What are the requirement to complete this task?

Implement PKCS7 padding as described on http://code.google.com/p/slowaes/wiki/OpenSSLStandards

Please use labels and text to provide additional information.

Comment deleted

Comment deleted

I started using this module and it seems to me that padding is absolutely necessary for CBC mode. Otherwise you have to store the length of the original message, which is a bad idea. So I added some high level functions complete with tests that include padding/depadding. This required one change in the original code that looks for "originalsize", which is now just passed in as None.

Also, I'm wondering why "size" (keysize) is an argument to AESModeOfOperation.encrypt/decrypt since it can be determined from the key itself. Am I missing something here?

The functions I added simplify usage. An example:

key = aes.generateRandomKey() cipher = aes.encryptData(key, plaintext_data) decoded_message = aes.decryptData(key, cipher)

I attached an svn diff.

-Randall

Great, thanks berryman77 -- your patch is fine and I have now committed it (SVN revision 36). If you want committer status on this project just let me know!

Randall,

The likely reason for the size argument is because the code was originally converted directly from ANSI C and in that context it probably made more sense. After the initial conversion and some bug fixes this has remained largely untouched. As you work through the code please make corrections you feel will improve performance, reliability, and readability.

Josh

The functions I added (encryptData and decryptData) apply padding regardless of the mode. Only CBC mode requires padding, so I added a check in the attached diff.

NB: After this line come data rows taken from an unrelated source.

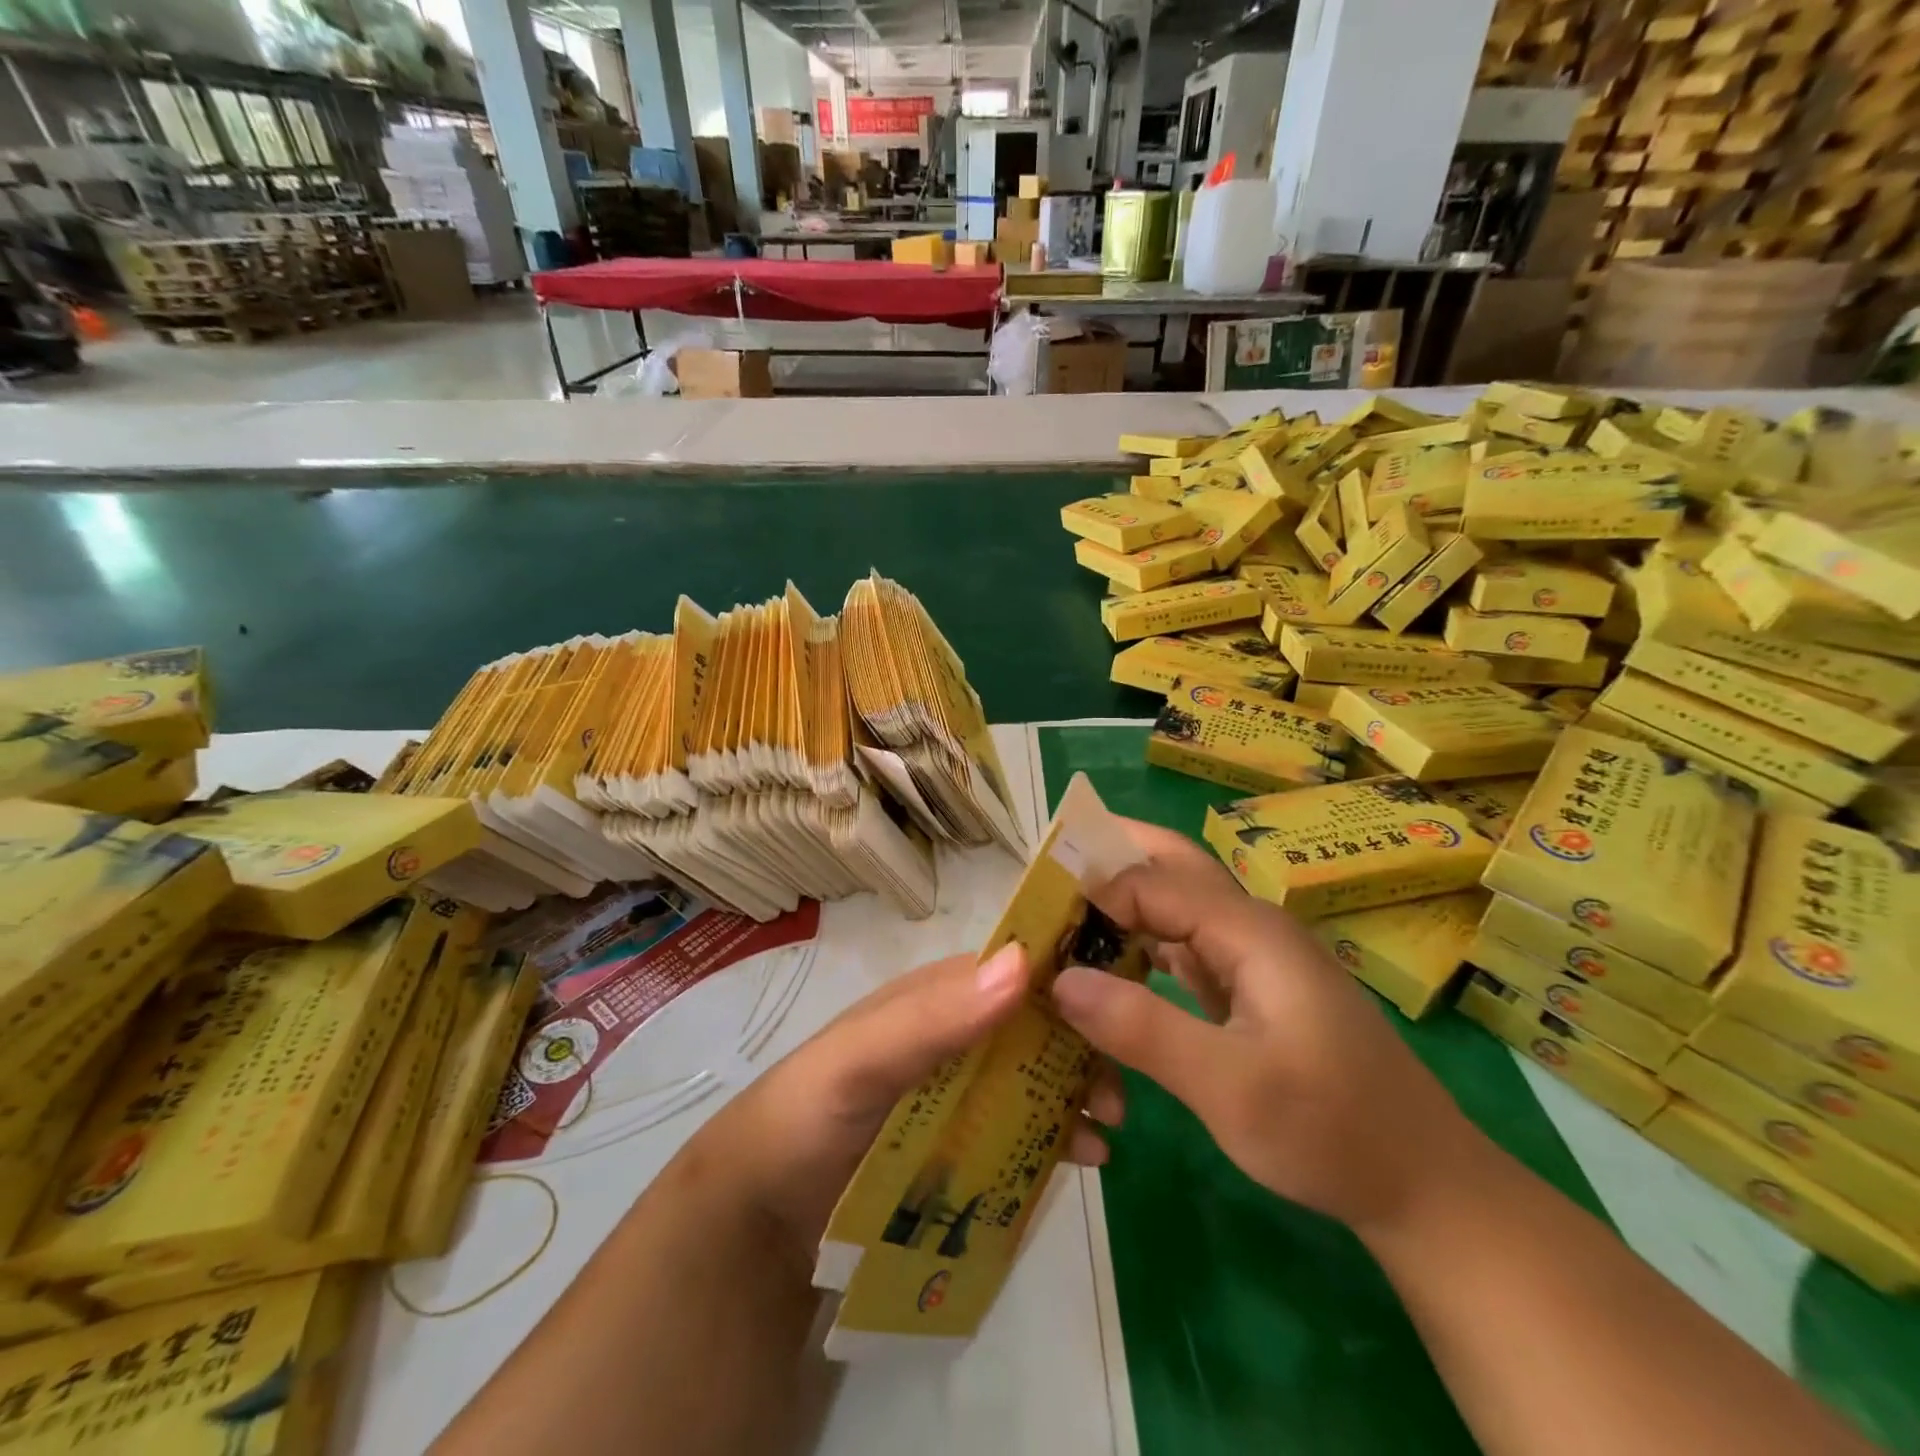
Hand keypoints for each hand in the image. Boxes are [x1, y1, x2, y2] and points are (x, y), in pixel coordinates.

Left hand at [695, 944, 1124, 1272]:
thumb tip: (1022, 964)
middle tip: (1116, 1087)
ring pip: (1034, 1077)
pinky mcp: (960, 1144)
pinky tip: (1085, 1158)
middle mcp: (954, 1036)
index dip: (1064, 982)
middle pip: (1033, 1027)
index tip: (1118, 1004)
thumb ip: (932, 1016)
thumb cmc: (808, 1115)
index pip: (1011, 973)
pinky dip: (1057, 1136)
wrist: (762, 1217)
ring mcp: (959, 1092)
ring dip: (1076, 1091)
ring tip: (1107, 1127)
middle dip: (1081, 1045)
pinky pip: (1021, 1129)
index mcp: (934, 1000)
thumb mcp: (861, 1058)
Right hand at [1050, 820, 1485, 1234]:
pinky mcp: (1248, 988)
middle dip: (1108, 859)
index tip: (1031, 918)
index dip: (1089, 892)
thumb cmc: (1330, 1130)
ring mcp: (1250, 957)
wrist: (1423, 1185)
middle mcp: (1247, 927)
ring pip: (1173, 907)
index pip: (1148, 882)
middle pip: (1168, 867)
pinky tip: (1107, 969)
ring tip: (1059, 918)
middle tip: (1044, 874)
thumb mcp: (1229, 1088)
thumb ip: (1142, 1028)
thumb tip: (1058, 980)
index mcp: (1247, 930)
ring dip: (1120, 904)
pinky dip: (1140, 948)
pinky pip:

I chose to use this module because it's written in Python so I don't have to compile for each platform I deploy on. My current needs aren't performance sensitive. I'm more focused on usability as is (hopefully) evident in the additions I made. I'll be glad to help if/when fixes and improvements are needed.

-Randall

aleaxit,

I would like committer status so I can apply this fix and any future fixes.

berryman77, I'll be very happy to add you, but need your email address -- if you want to communicate it privately, I'm aleaxit at gmail period com;-).